Problem details | Below are records; quote them exactly from the first line through the line that contains "Turn the roads".

Provided entries |
━━━━━━━━━━━━━━━━━━━━

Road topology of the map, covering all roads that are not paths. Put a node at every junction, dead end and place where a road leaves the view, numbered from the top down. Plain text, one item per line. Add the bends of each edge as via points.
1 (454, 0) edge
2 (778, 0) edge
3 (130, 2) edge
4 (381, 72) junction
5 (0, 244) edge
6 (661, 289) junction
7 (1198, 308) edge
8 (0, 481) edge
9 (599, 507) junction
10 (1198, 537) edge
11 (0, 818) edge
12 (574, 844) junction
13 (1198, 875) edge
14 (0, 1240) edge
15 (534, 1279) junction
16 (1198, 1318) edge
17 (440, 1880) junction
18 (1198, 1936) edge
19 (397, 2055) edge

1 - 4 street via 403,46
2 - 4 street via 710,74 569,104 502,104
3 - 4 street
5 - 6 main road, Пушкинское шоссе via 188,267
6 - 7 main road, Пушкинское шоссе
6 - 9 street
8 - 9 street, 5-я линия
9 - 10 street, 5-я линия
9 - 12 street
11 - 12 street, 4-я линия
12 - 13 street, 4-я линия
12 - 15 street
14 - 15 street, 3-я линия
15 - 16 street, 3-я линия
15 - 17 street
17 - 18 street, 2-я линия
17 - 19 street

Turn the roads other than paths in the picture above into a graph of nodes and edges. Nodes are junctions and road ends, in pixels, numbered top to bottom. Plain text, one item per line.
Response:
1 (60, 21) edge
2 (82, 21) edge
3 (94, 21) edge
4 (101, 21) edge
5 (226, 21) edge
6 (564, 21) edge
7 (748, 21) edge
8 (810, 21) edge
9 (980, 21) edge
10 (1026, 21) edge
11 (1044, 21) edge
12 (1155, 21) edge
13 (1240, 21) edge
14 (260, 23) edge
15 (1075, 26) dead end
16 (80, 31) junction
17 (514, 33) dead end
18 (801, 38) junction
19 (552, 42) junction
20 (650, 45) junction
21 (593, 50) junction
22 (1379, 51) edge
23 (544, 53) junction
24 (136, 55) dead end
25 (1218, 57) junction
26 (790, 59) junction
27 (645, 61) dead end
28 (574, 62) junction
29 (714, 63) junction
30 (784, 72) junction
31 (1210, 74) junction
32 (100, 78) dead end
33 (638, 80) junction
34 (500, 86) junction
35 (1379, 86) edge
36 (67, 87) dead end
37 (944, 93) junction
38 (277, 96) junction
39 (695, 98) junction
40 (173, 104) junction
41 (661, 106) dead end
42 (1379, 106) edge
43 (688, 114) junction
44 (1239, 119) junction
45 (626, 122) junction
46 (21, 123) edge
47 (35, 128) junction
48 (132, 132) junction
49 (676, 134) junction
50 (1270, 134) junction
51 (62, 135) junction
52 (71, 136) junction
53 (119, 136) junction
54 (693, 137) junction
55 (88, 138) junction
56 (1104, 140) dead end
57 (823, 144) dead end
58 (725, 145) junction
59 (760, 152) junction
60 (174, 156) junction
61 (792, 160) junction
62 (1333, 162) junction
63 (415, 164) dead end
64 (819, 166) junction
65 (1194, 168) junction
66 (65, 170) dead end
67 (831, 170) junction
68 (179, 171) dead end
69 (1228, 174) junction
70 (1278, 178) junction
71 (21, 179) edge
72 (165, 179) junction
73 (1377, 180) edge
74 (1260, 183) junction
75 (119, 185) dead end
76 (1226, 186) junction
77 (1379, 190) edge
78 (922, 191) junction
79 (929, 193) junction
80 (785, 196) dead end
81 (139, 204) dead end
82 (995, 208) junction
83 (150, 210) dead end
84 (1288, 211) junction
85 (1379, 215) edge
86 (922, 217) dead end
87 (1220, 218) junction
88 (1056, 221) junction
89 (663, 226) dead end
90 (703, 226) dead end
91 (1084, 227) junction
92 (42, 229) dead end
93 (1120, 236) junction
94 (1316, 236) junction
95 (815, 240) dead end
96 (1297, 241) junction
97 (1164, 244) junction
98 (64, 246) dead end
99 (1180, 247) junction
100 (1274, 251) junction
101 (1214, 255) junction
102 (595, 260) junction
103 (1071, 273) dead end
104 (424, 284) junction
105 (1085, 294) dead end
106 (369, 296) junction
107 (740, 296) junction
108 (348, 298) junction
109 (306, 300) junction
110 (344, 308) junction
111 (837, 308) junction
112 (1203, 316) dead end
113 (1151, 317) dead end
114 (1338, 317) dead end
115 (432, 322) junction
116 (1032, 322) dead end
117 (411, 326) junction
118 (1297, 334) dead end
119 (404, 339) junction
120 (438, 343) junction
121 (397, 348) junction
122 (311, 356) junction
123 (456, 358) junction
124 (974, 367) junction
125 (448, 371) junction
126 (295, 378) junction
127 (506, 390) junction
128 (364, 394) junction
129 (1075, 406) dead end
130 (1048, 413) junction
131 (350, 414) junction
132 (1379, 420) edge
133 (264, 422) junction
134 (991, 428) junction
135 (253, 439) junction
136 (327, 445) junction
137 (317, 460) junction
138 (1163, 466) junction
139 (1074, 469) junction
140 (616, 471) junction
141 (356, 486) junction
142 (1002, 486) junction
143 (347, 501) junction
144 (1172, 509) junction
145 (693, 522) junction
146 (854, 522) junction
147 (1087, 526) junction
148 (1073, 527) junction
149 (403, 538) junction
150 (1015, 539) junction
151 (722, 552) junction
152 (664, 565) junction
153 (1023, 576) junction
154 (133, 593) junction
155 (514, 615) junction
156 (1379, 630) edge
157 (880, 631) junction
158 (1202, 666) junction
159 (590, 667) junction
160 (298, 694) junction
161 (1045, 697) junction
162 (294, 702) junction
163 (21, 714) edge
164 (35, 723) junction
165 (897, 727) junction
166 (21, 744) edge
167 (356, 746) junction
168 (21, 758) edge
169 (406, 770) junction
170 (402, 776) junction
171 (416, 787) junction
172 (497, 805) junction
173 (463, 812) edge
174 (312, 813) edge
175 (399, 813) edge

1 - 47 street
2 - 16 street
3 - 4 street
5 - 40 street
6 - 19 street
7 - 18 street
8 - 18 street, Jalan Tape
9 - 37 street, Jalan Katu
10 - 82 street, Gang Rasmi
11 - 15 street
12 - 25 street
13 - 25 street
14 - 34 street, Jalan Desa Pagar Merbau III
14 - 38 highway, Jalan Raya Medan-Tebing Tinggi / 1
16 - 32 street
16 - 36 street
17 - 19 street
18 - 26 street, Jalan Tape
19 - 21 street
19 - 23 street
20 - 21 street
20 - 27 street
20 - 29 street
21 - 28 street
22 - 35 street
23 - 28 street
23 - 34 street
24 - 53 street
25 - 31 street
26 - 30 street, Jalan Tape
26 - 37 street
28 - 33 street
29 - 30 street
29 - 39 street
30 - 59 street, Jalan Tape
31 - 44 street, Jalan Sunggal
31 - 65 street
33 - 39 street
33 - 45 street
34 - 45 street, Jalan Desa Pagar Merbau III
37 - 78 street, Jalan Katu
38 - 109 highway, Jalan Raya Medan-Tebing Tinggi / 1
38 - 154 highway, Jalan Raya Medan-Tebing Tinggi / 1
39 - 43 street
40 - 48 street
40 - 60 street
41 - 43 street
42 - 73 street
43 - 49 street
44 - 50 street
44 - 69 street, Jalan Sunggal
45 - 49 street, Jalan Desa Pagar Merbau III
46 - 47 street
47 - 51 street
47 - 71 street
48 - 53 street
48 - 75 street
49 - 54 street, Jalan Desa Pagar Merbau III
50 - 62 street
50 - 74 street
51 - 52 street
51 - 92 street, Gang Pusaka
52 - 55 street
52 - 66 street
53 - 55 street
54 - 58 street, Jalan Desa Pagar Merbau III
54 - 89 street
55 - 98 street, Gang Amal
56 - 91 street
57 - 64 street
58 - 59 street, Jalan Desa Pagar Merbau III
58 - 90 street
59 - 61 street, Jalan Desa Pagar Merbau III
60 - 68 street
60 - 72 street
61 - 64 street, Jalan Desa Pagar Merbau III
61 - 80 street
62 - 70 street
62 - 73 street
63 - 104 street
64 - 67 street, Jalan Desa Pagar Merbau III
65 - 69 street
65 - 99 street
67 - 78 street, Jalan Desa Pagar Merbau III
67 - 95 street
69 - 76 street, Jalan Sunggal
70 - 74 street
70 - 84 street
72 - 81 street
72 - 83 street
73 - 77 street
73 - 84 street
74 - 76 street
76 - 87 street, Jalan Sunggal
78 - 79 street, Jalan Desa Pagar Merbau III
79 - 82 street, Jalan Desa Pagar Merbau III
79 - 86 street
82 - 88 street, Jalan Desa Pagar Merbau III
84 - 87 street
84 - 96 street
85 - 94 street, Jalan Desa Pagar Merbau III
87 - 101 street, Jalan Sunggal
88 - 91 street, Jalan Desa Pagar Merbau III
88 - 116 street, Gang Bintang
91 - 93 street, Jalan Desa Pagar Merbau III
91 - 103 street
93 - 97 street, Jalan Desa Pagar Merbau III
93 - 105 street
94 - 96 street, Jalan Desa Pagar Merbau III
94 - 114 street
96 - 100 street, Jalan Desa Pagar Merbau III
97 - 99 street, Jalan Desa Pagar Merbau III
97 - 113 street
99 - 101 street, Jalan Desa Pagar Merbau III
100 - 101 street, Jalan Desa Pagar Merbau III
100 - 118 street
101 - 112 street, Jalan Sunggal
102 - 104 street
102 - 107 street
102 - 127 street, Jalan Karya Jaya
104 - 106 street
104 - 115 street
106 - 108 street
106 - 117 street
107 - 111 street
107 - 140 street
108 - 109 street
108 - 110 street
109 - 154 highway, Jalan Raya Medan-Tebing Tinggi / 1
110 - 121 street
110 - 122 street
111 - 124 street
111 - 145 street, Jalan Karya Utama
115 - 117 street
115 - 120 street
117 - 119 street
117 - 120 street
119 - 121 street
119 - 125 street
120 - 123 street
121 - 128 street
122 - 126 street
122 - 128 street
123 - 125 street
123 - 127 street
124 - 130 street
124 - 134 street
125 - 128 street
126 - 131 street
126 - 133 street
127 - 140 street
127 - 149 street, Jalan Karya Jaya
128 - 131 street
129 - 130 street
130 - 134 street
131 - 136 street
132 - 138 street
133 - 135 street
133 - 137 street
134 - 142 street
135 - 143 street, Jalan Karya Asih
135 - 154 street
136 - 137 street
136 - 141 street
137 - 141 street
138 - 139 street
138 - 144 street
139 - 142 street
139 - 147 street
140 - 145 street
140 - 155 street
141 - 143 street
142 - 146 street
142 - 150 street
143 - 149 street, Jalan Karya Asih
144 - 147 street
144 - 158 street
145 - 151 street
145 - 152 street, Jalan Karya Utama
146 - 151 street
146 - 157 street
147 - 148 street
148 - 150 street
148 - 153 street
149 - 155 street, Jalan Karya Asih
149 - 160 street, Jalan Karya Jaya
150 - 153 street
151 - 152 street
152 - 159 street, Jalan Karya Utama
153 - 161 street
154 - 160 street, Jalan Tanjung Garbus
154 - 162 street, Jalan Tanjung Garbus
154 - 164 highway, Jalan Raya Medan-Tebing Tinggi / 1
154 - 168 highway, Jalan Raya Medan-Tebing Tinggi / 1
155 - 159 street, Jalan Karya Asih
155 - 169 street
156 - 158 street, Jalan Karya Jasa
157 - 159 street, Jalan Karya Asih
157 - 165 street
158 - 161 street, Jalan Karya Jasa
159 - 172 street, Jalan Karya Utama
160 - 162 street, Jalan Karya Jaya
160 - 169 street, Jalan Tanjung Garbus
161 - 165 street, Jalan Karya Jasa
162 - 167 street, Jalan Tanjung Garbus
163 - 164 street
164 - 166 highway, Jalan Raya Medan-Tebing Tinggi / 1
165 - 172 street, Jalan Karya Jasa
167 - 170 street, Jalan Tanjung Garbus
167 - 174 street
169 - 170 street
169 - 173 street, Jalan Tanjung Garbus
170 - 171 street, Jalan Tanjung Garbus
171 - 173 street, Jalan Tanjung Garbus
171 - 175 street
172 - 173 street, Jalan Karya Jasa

━━━━━━━━━━━━━━━━━━━━

Output for this exercise |
Road topology of the map, covering all roads that are not paths. Put a node at every junction, dead end and place where a road leaves the view, numbered from the top down. Plain text, one item per line. Add the bends of each edge as via points.
1 (454, 0) edge
2 (778, 0) edge
3 (130, 2) edge
4 (381, 72) junction
5 (0, 244) edge
6 (661, 289) junction
7 (1198, 308) edge
8 (0, 481) edge
9 (599, 507) junction
10 (1198, 537) edge
11 (0, 818) edge
12 (574, 844) junction
13 (1198, 875) edge
14 (0, 1240) edge
15 (534, 1279) junction
16 (1198, 1318) edge
17 (440, 1880) junction
18 (1198, 1936) edge
19 (397, 2055) edge

1 - 4 street via 403,46
2 - 4 street via 710,74 569,104 502,104
3 - 4 street
5 - 6 main road, Пушкинское шоссе via 188,267
6 - 7 main road, Пушкинское шоссе
6 - 9 street
8 - 9 street, 5-я линия
9 - 10 street, 5-я линия
9 - 12 street
11 - 12 street, 4-я линия
12 - 13 street, 4-я линия
12 - 15 street
14 - 15 street, 3-я линия
15 - 16 street, 3-я линия
15 - 17 street
17 - 18 street, 2-я линия
17 - 19 street

Turn the roads other than paths in the picture above into a graph of nodes and edges. Nodes are junctions and road ends, in pixels, numbered top to bottom. Plain text, one item per line.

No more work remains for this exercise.